Quem pensou que o governo boliviano daria um xeque-mate no Brasil
abusou do devaneio, pois matar a galinha dos ovos de ouro seria
uma sandice. A manobra, denunciada pelo editor coluna um dia
após a expropriação dos ativos da Petrobras
na Bolívia, serviu para a criação de um
caixa 2 oficioso que irá financiar as decisões
tomadas pelo Foro de São Paulo, encontro do socialismo
latino-americano que muitos gauches negam existir. A coluna
afirma: o tal Foro existe e está aí para o primeiro
ousado que quiser conferir. E PT saudações!
Virando
pó É
verdade que Fernando Henrique Cardoso está tentando evitar
o esfacelamento do PSDB, mas a começar pelas declarações
de alguns tucanos de fina plumagem, essa será uma missão
extremamente difícil. Perguntado sobre a derrota tucana
na corrida presidencial, o senador Arthur Virgílio (AM)
respondeu: “Eu não sirvo para mãe de miss”,
em clara demonstração de que o partido vive uma
acirrada disputa interna. Já o presidente nacional do
PSDB, senador Tasso Jereissati (CE), disse que Aécio
e Serra “são incooptáveis”. Sobre
o fato de alguns tucanos serem cooptáveis ou não
é preciso lembrar que o partido caminha rumo a 2010 com
problemas de sobra, pois Aécio Neves, José Serra
e o próprio Geraldo Alckmin são candidatos naturais
à presidência. Por outro lado, se Arthur Virgílio
não tem vocação para ser mãe de
miss, para pai de pugilista certamente tem. Até porque,
o senador amazonense, um dito diplomata, disse certa vez que
daria um murro na cara do presidente Lula.
Gardenal,
o retorno Em
seu primeiro discurso após a vitória dominical,
o reeleito RobertoRequião, que comandará o Paraná
por mais quatro anos, atacou de maneira irresponsável
a imprensa, rotulada pelo governador de parcial. Por conta das
muitas denúncias que complicaram visivelmente sua campanha,
Requião chamou de canalhas os jornalistas que divulgaram
informações contundentes, como foi o caso do apartamento
de Paris. O destempero requiniano é conhecido há
muito, e algumas das considerações feitas pelo
governador paranaense devem ser desconsideradas não por
inconsistência, mas porque Requião é uma
figura digna de pena. Porém governador, se canalhas são
os jornalistas que denunciam barbaridades políticas,
o que dizer de alguém que faz do Estado um cabide de
empregos para duas dúzias de parentes, além de
criar um pistoleiro fictício, obrigando a assumir a autoria
de um crime que inexistiu? Tomara que a imprensa tenha vigor
para lhe mostrar quem são os canalhas do Paraná.
(Foto: Wikipedia)
Forno
quente
Terminado o calor das eleições, o Congresso Nacional
tem a obrigação moral de fazer aquilo que não
fez durante o chamado recesso branco, período em que
os parlamentares deixaram de trabalhar em função
das campanhas eleitorais. Na pauta, além de tantas Medidas
Provisórias e puros projetos que precisam ser votados,
está a cassação do mandato do ainda deputado
José Janene (PP-PR), acusado de ser um dos pivôs
do escândalo do mensalão. Janene empurrou como
e quanto quis o processo no Conselho de Ética da Câmara,
mas agora, com o assunto dependendo de decisão do plenário,
basta uma sessão para mandá-lo de volta para casa.
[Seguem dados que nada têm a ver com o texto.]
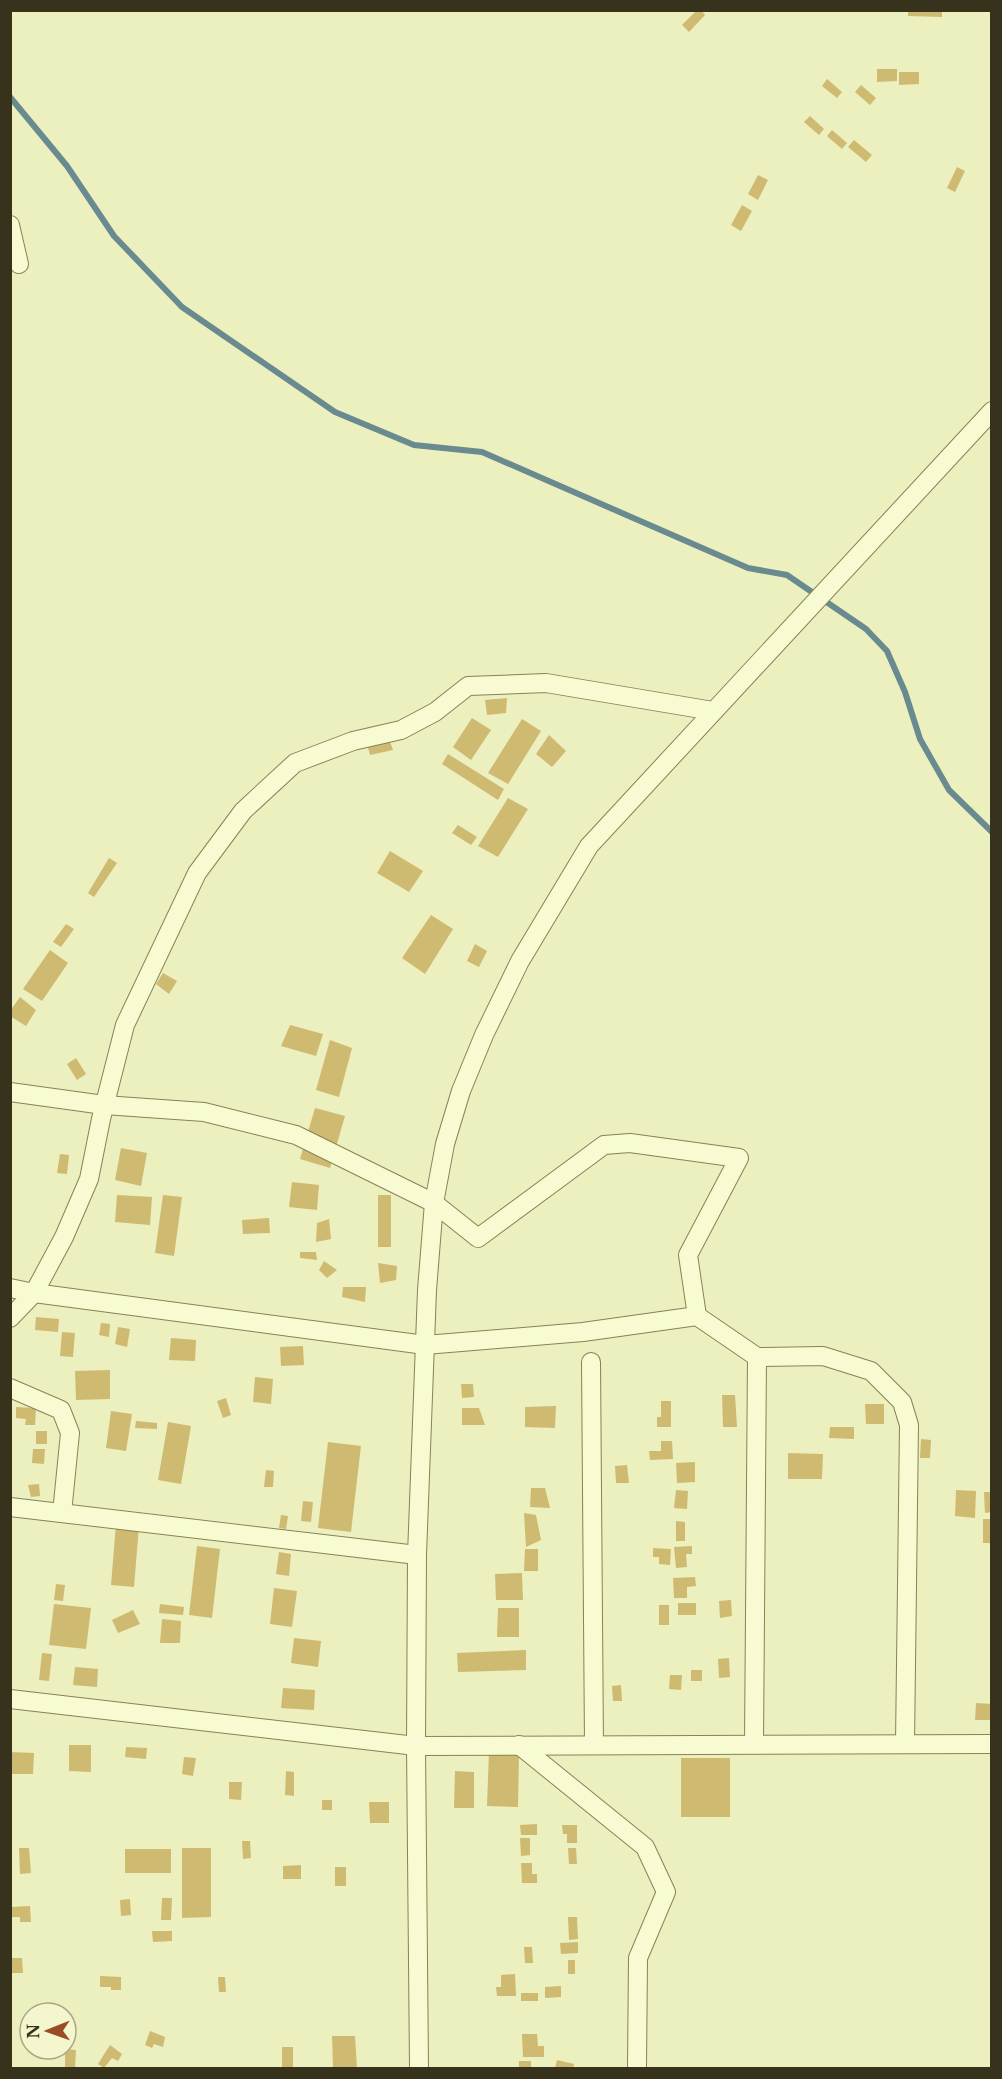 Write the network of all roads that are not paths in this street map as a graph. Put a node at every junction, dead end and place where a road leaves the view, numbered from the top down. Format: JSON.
{"nodes":[{"id":1,"x":10,"y":225,"type":"edge"},
{"id":2,"x":19,"y":264,"type":"dead end"},
{"id":3,"x":992,"y":411,"type":"edge"},
{"id":4,"x":713,"y":711,"type":"junction"},
{"id":5,"x":10,"y":1092,"type":"edge"},
{"id":6,"x":104,"y":1105,"type":"junction"},
{"id":7,"x":434,"y":1203,"type":"junction"},
{"id":8,"x":10,"y":1288,"type":"edge"},
{"id":9,"x":34,"y":1293,"type":"junction"},
{"id":10,"x":697,"y":1317,"type":"junction"},
{"id":11,"x":10,"y":1318,"type":"edge"},
{"id":12,"x":425,"y":1345,"type":"junction"},
{"id":13,"x":757,"y":1357,"type":"junction"},
{"id":14,"x":591,"y":1362,"type":"dead end"},
{"id":15,"x":10,"y":1388,"type":"edge"},
{"id":16,"x":10,"y":1507,"type":"edge"},
{"id":17,"x":62,"y":1514,"type":"junction"},
{"id":18,"x":417,"y":1555,"type":"junction"},
{"id":19,"x":10,"y":1700,"type":"edge"},
{"id":20,"x":754,"y":1744,"type":"junction"},
{"id":21,"x":905,"y":1744,"type":"junction"},
{"id":22,"x":992,"y":1744,"type":"edge"},
{"id":23,"x":519,"y":1745,"type":"junction"},
{"id":24,"x":594,"y":1745,"type":"junction"},
{"id":25,"x":416,"y":1746,"type":"junction"},
{"id":26,"x":419,"y":2068,"type":"edge"},
{"id":27,"x":637,"y":2068,"type":"edge"}],
"edges":[{"from":1,"to":2,"type":"street"},
{"from":3,"to":4,"type":"street"},
{"from":4,"to":6,"type":"street"},
{"from":4,"to":7,"type":"street"},
{"from":5,"to":6,"type":"street"},
{"from":6,"to":7,"type":"street"},
{"from":6,"to":9,"type":"street"},
{"from":7,"to":10,"type":"street"},
{"from":7,"to":12,"type":"street"},
{"from":8,"to":9,"type":"street"},
{"from":9,"to":11,"type":"street"},
{"from":9,"to":12,"type":"street"},
{"from":10,"to":12,"type":"street"},
{"from":10,"to":13,"type":"street"},
{"from":12,"to":18,"type":"street"},
{"from":13,"to":20,"type":"street"},
{"from":13,"to":21,"type":"street"},
{"from":14,"to":24,"type":"street"},
{"from":15,"to":17,"type":"street"},
{"from":16,"to":17,"type":"street"},
{"from":17,"to":18,"type":"street"},
{"from":18,"to":25,"type":"street"},
{"from":19,"to":25,"type":"street"},
{"from":20,"to":21,"type":"street"},
{"from":20,"to":24,"type":"street"},
{"from":21,"to":22,"type":"street"},
{"from":23,"to":24,"type":"street"},
{"from":23,"to":25,"type":"street"},
{"from":23,"to":27,"type":"street"},
{"from":25,"to":26,"type":"street"}]} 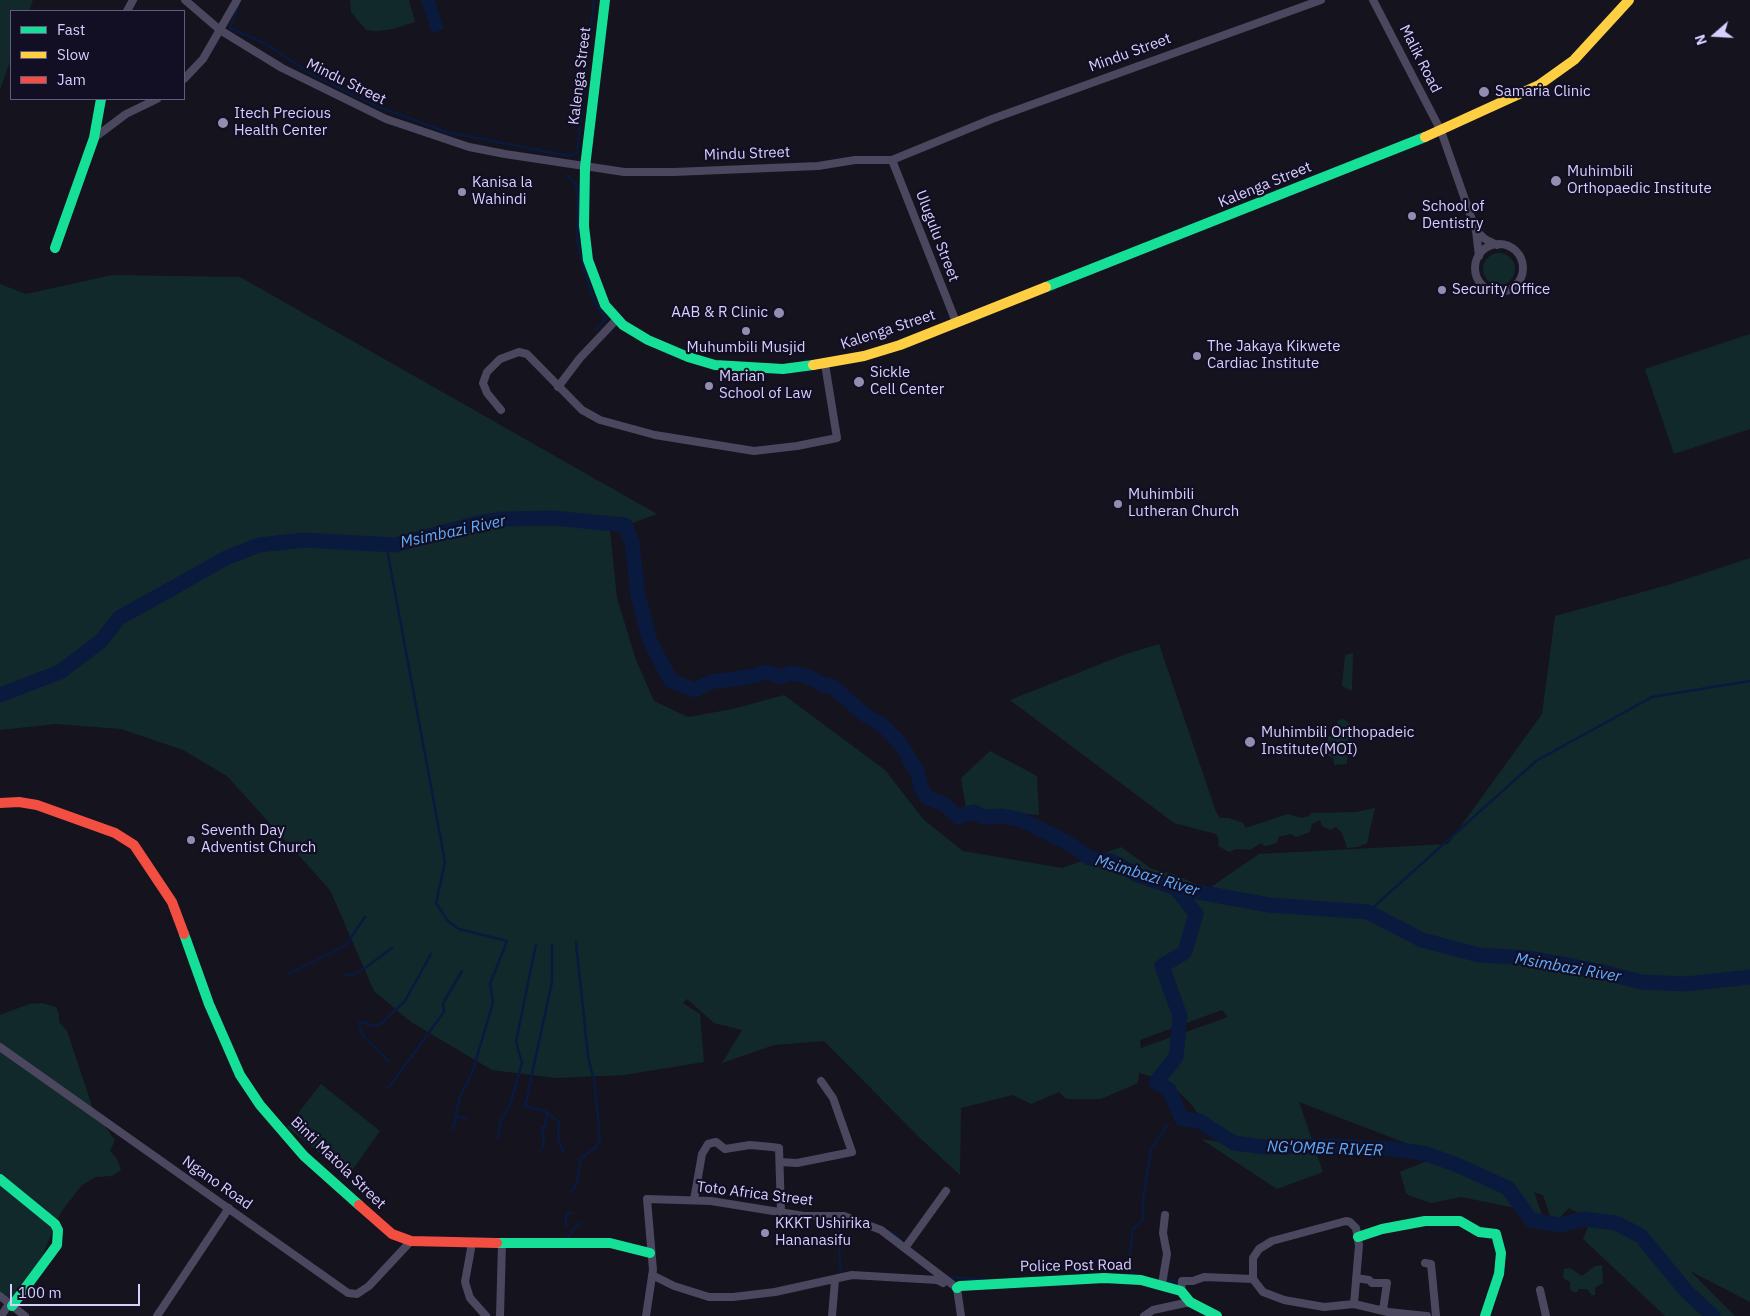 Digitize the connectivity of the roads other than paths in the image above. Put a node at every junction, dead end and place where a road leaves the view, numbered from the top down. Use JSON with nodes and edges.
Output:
{"nodes":[{"id":1,"x":185,"y":0,"type":"edge"},
{"id":2,"x":237,"y":0,"type":"edge"},
{"id":3,"x":605,"y":0,"type":"edge"},
{"id":4,"x":1320,"y":0,"type":"edge"},
{"id":5,"x":1373,"y":0,"type":"edge"},
{"id":6,"x":1629,"y":0,"type":"edge"},
{"id":7,"x":220,"y":30,"type":"junction"},
{"id":8,"x":185,"y":78,"type":"edge"},
{"id":9,"x":101,"y":100,"type":"edge"},
{"id":10,"x":155,"y":100,"type":"edge"},
{"id":11,"x":1441,"y":131,"type":"junction"},
{"id":12,"x":94,"y":138,"type":"junction"},
{"id":13,"x":892,"y":160,"type":"junction"},
{"id":14,"x":585,"y":167,"type":"junction"},
{"id":15,"x":1476,"y":231,"type":"junction"},
{"id":16,"x":1497,"y":245,"type":"junction"},
{"id":17,"x":55,"y":248,"type":"dead end"},
{"id":18,"x":1480,"y":256,"type":"junction"},
{"id":19,"x":617,"y":319,"type":"junction"},
{"id":20,"x":956,"y":322,"type":"junction"},
{"id":21,"x":825,"y":364,"type":"junction"},
{"id":22,"x":558,"y":387,"type":"junction"},
{"id":23,"x":501,"y":410,"type":"dead end"},
{"id":24,"x":0,"y":803,"type":"edge"},
{"id":25,"x":0,"y":1047,"type":"edge"},
{"id":26,"x":821,"y":1081,"type":"dead end"},
{"id":27,"x":780,"y":1162,"type":"junction"},
{"id":28,"x":0,"y":1179,"type":"edge"},
{"id":29,"x":946,"y":1191,"type":"dead end"},
{"id":30,"x":694,"y":1200,"type":"junction"},
{"id":31,"x":229,"y":1208,"type":"junction"},
{"id":32,"x":781,"y":1212,"type":"junction"},
{"id":33,"x":1165,"y":1215,"type":"dead end"},
{"id":34,"x":1358,"y":1237,"type":"junction"},
{"id":35,"x":411,"y":1242,"type":"junction"},
{"id":36,"x":472,"y":1243,"type":"junction"},
{"id":37,"x":502,"y":1244,"type":"junction"},
{"id":38,"x":905,"y":1248,"type":"junction"},
{"id":39,"x":650,"y":1253,"type":"junction"},
{"id":40,"x":1425,"y":1263,"type":"dead end"},
{"id":41,"x":652,"y":1275,"type":"junction"},
{"id":42,"x":1356,"y":1278,"type":"junction"},
{"id":43,"x":835,"y":1280,"type":"junction"},
{"id":44,"x":1253,"y":1280,"type":"junction"},
{"id":45,"x":1162,"y":1284,"type":"junction"},
{"id":46,"x":957,"y":1288,"type":"junction"},
{"id":47,"x":1540,"y":1290,"type":"dead end"},
{"id":48,"x":1181,"y":1291,"type":"junction"},
{"id":49,"x":0,"y":1296,"type":"edge"},
{"id":50,"x":1190,"y":1302,"type":"junction"},
{"id":51,"x":1354,"y":1304,"type":"junction"},
{"id":52,"x":11,"y":1305,"type":"junction"},
{"id":53,"x":1324,"y":1307,"type":"junction"},
{"id":54,"x":1386,"y":1313,"type":"edge"},
{"id":55,"x":1,"y":1316,"type":"edge"},
{"id":56,"x":26,"y":1316,"type":"edge"},
{"id":57,"x":157,"y":1316,"type":"edge"},
{"id":58,"x":486,"y":1316,"type":"edge"},
{"id":59,"x":500,"y":1316,"type":"edge"},
{"id":60,"x":646,"y":1316,"type":"edge"},
{"id":61,"x":832,"y":1316,"type":"edge"},
{"id":62,"x":961,"y":1316,"type":"edge"},
{"id":63,"x":1144,"y":1316,"type":"edge"},
{"id":64,"x":1217,"y":1316,"type":"edge"},
{"id":65,"x":1322,"y":1316,"type":"edge"},
{"id":66,"x":1427,"y":1316,"type":"edge"},
{"id":67,"x":1436,"y":1316,"type":"edge"},
{"id":68,"x":1485,"y":1316,"type":"edge"},
{"id":69,"x":1546,"y":1316,"type":"edge"}],
"edges":[{"from":1,"to":7,"type":"street","name":"Mindu Street"},
{"from":2,"to":7,"type":"street"},
{"from":3,"to":14,"type":"street","name":"Kalenga Street"},
{"from":4,"to":13,"type":"street","name":"Mindu Street"},
{"from":5,"to":11,"type":"street","name":"Malik Road"},
{"from":6,"to":11,"type":"street","name":"Kalenga Street"},
{"from":7,"to":8,"type":"street"},
{"from":7,"to":14,"type":"street","name":"Mindu Street"},
{"from":9,"to":12,"type":"street"},
{"from":10,"to":12,"type":"street"},
{"from":11,"to":15,"type":"street","name":"Malik Road"},
{"from":11,"to":20,"type":"street","name":"Kalenga Street"},
{"from":12,"to":17,"type":"street"},
{"from":13,"to":14,"type":"street","name":"Mindu Street"},
{"from":13,"to":20,"type":"street","name":"Ulugulu Street"},
{"from":14,"to":19,"type":"street","name":"Kalenga Street"},
{"from":15,"to":16,"type":"street"},
{"from":15,"to":18,"type":"street","name":"Malik Road"},
{"from":16,"to":18,"type":"street"},
{"from":16,"to":18,"type":"street"},
{"from":19,"to":21,"type":"street","name":"Kalenga Street"},
{"from":19,"to":22,"type":"street"},
{"from":20,"to":21,"type":"street","name":"Kalenga Street"},
{"from":21,"to":22,"type":"street"},
{"from":22,"to":23,"type":"street"},
{"from":24,"to":35,"type":"street","name":"Binti Matola Street"},
{"from":25,"to":31,"type":"street","name":"Ngano Road"},
{"from":26,"to":27,"type":"street"},
{"from":27,"to":30,"type":"street"},
{"from":27,"to":32,"type":"street"},
{"from":28,"to":52,"type":"street"},
{"from":29,"to":38,"type":"street"},
{"from":30,"to":32,"type":"street","name":"Toto Africa Street"},
{"from":30,"to":39,"type":"street","name":"Toto Africa Street"},
{"from":31,"to":35,"type":"street","name":"Ngano Road"},
{"from":31,"to":57,"type":"street"},
{"from":32,"to":38,"type":"street","name":"Toto Africa Street"},
{"from":33,"to":45,"type":"street"},
{"from":34,"to":42,"type":"street"},
{"from":34,"to":44,"type":"street"},
{"from":34,"to":68,"type":"street"},
{"from":35,"to":36,"type":"street","name":"Binti Matola Street"},
{"from":36,"to":37,"type":"street","name":"Binti Matola Street"},
{"from":36,"to":58,"type":"street"},
{"from":37,"to":39,"type":"street","name":"Binti Matola Street"},
{"from":37,"to":59,"type":"street"},
{"from":38,"to":46,"type":"street","name":"Toto Africa Street"},
{"from":39,"to":41,"type":"street"},
{"from":40,"to":67,"type":"street"},
{"from":41,"to":43,"type":"street"},
{"from":41,"to":60,"type":"street"},
{"from":42,"to":51,"type":"street"},
{"from":42,"to":54,"type":"street"},
{"from":43,"to":46,"type":"street"},
{"from":43,"to":61,"type":"street"},
{"from":44,"to":48,"type":"street"},
{"from":44,"to":53,"type":"street"},
{"from":45,"to":46,"type":"street","name":"Police Post Road"},
{"from":45,"to":48,"type":"street","name":"Police Post Road"},
{"from":46,"to":62,"type":"street"},
{"from":47,"to":69,"type":"street"},
{"from":48,"to":50,"type":"street"},
{"from":49,"to":52,"type":"street"},
{"from":50,"to":63,"type":"street"},
{"from":50,"to":64,"type":"street"},
{"from":51,"to":53,"type":"street"},
{"from":51,"to":54,"type":"street"},
{"from":52,"to":55,"type":"street"},
{"from":52,"to":56,"type":"street"},
{"from":53,"to":65,"type":"street"},
{"from":54,"to":66,"type":"street"}]}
Ou será que os deputados vão fechar esta legislatura
com mais um a pizza?
Dúvida
cruel
Pensando bem, o reeleito Lula já não sabe o que
é melhor. Se só ou mal acompanhado.
Rei
da cocada (31/10/05)
- Atualmente, o presidente Luiz Inácio tem uma certa
ascendência sobre o STF. Dos onze ministros do tribunal,
o ídolo maior do PT “controla” cinco deles.
Em janeiro próximo, o ministro Carlos Velloso se aposenta
por idade, cabendo ao inquilino do Palácio do Planalto
indicar um substituto, o que daria ao Presidente da República
uma folgada margem de manobra, caso seja reeleito, pois passaria
a contar com a colaboração do raciocínio
jurídico de seis dos onze ministros do STF. Porém,
se Nelson Jobim emplacar seu sonho de ser vice-presidente na
chapa do PT, deverá se aposentar e caberá ao presidente
Luiz Inácio nova indicação. O que mostra
que nos bastidores o PT não está tão morto
como muitos imaginam.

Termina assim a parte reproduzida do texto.